Egypt The French Invasion and Occupation, 1798-1801
After the death of Muhammad Bey, there was a decade-long
struggle for dominance among the beys. Eventually Ibrahim Bey and
Murad Bey succeeded in asserting their authority and shared power
in Egypt. Their dominance in the country survived an unsuccessful
attempt by the Ottomans to reestablish the empire's control
(1786-91). The two continued in power until the French invasion
in 1798.
In addition to the upheavals caused by the Ottoman-Mamluk
clashes, waves of famine and plague hit Egypt between 1784 and
1792. Thus, Cairo was a devastated city and Egypt an impoverished
country when the French arrived in 1798.
On July 1, 1798, a French invasion force under the command of
Napoleon disembarked near Alexandria. The invasion force, which
had sailed from Toulon on May 19, was accompanied by a commission
of scholars and scientists whose function was to investigate
every aspect of life in ancient and contemporary Egypt.
France wanted control of Egypt for two major reasons--its
commercial and agricultural potential and its strategic
importance to the Anglo-French rivalry. During the eighteenth
century, the principal share of European trade with Egypt was
handled by French merchants. The French also looked to Egypt as a
source of grain and raw materials. In strategic terms, French
control of Egypt could be used to threaten British commercial
interests in the region and to block Britain's overland route to
India.
The French forces took Alexandria without difficulty,
defeated the Mamluk army at Shubra Khit and Imbabah, and entered
Cairo on July 25. Murad Bey fled to Upper Egypt while Ibrahim Bey
and the Ottoman viceroy went to Syria. Mamluk rule in Egypt
collapsed.
Nevertheless, Napoleon's position in Egypt was precarious.

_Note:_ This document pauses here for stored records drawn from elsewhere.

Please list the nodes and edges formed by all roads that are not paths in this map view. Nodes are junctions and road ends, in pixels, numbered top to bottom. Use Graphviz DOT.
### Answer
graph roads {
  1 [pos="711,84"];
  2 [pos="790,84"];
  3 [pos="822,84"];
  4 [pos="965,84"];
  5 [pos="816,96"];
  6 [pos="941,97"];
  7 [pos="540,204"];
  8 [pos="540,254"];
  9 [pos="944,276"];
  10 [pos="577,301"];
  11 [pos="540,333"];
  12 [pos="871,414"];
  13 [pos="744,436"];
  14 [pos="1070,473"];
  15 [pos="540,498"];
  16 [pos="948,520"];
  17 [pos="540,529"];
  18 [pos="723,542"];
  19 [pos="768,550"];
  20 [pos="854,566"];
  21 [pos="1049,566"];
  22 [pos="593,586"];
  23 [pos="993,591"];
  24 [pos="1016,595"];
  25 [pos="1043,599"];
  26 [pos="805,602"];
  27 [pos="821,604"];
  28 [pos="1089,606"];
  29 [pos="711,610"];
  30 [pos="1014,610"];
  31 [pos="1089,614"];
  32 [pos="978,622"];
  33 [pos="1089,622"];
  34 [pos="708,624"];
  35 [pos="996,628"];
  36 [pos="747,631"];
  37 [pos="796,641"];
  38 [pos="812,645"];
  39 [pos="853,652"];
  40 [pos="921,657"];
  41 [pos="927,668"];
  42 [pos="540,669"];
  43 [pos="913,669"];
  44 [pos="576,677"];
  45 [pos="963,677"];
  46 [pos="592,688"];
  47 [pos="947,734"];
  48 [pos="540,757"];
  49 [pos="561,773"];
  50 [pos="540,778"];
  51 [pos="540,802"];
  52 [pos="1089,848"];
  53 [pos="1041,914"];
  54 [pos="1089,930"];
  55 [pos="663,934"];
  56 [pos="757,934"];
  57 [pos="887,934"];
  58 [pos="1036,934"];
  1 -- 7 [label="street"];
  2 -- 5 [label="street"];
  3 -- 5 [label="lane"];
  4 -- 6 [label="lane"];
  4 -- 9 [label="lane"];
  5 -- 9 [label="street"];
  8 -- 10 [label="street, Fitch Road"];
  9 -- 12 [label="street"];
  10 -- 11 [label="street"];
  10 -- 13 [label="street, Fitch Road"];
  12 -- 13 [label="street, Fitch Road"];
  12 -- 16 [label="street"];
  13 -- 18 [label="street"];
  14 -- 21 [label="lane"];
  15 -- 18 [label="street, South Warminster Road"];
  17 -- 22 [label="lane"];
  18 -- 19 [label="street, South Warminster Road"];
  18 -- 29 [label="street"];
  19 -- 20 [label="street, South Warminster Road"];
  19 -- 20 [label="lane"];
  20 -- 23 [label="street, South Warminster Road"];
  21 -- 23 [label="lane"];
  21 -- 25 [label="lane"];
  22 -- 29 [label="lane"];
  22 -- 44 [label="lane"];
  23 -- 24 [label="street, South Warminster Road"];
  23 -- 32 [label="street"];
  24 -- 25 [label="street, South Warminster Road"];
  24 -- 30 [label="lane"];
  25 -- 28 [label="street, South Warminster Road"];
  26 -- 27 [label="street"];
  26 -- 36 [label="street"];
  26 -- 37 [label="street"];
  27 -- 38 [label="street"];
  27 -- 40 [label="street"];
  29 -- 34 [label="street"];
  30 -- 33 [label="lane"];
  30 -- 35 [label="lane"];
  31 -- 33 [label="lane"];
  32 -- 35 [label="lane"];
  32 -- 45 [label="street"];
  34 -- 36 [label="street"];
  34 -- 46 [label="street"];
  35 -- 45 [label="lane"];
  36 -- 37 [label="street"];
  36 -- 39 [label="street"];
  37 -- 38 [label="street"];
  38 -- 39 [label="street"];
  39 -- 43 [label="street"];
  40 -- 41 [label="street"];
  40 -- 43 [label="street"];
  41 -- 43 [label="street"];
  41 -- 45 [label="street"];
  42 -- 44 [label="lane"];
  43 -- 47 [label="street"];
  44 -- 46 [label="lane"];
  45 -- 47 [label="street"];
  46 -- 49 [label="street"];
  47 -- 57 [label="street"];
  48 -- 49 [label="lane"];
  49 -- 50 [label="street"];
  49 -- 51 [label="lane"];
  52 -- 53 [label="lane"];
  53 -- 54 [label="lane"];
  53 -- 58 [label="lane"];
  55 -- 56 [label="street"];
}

The French controlled only the Delta and Cairo; Upper Egypt was
the preserve of the Mamluks and the bedouins. In addition,
Britain and the Ottoman government joined forces in an attempt to
defeat Napoleon and drive him out of Egypt. On August 1, 1798,
the British fleet under Lord Nelson annihilated the French ships
as they lay at anchor at Abu Qir, thus isolating Napoleon's
forces in Egypt. On September 11, Sultan Selim III declared war
on France.
On October 21, the people of Cairo rioted against the French,
whom they regarded as occupying strangers, not as liberators. The
rebellion had a religious as well as a national character and
centered around Al Azhar mosque. Its leaders were the ulama,
religiously trained scholars, whom Napoleon had tried to woo to
the French side. During this period, the populace began to regard
the ulama not only as moral but also as political leaders.
To forestall an Ottoman invasion, Napoleon invaded Syria,
but, unable to take Acre in Palestine, his forces retreated on
May 20, 1799. On August 22, Napoleon, with a very small company,
secretly left Egypt for France, leaving his troops behind and
General Jean-Baptiste Kléber as his successor. Kléber found
himself the unwilling commander in chief of a dispirited army
with a bankrupt treasury. His main preoccupation was to secure
the evacuation of his troops to France. When Britain rejected the
evacuation plan, Kléber was forced to fight.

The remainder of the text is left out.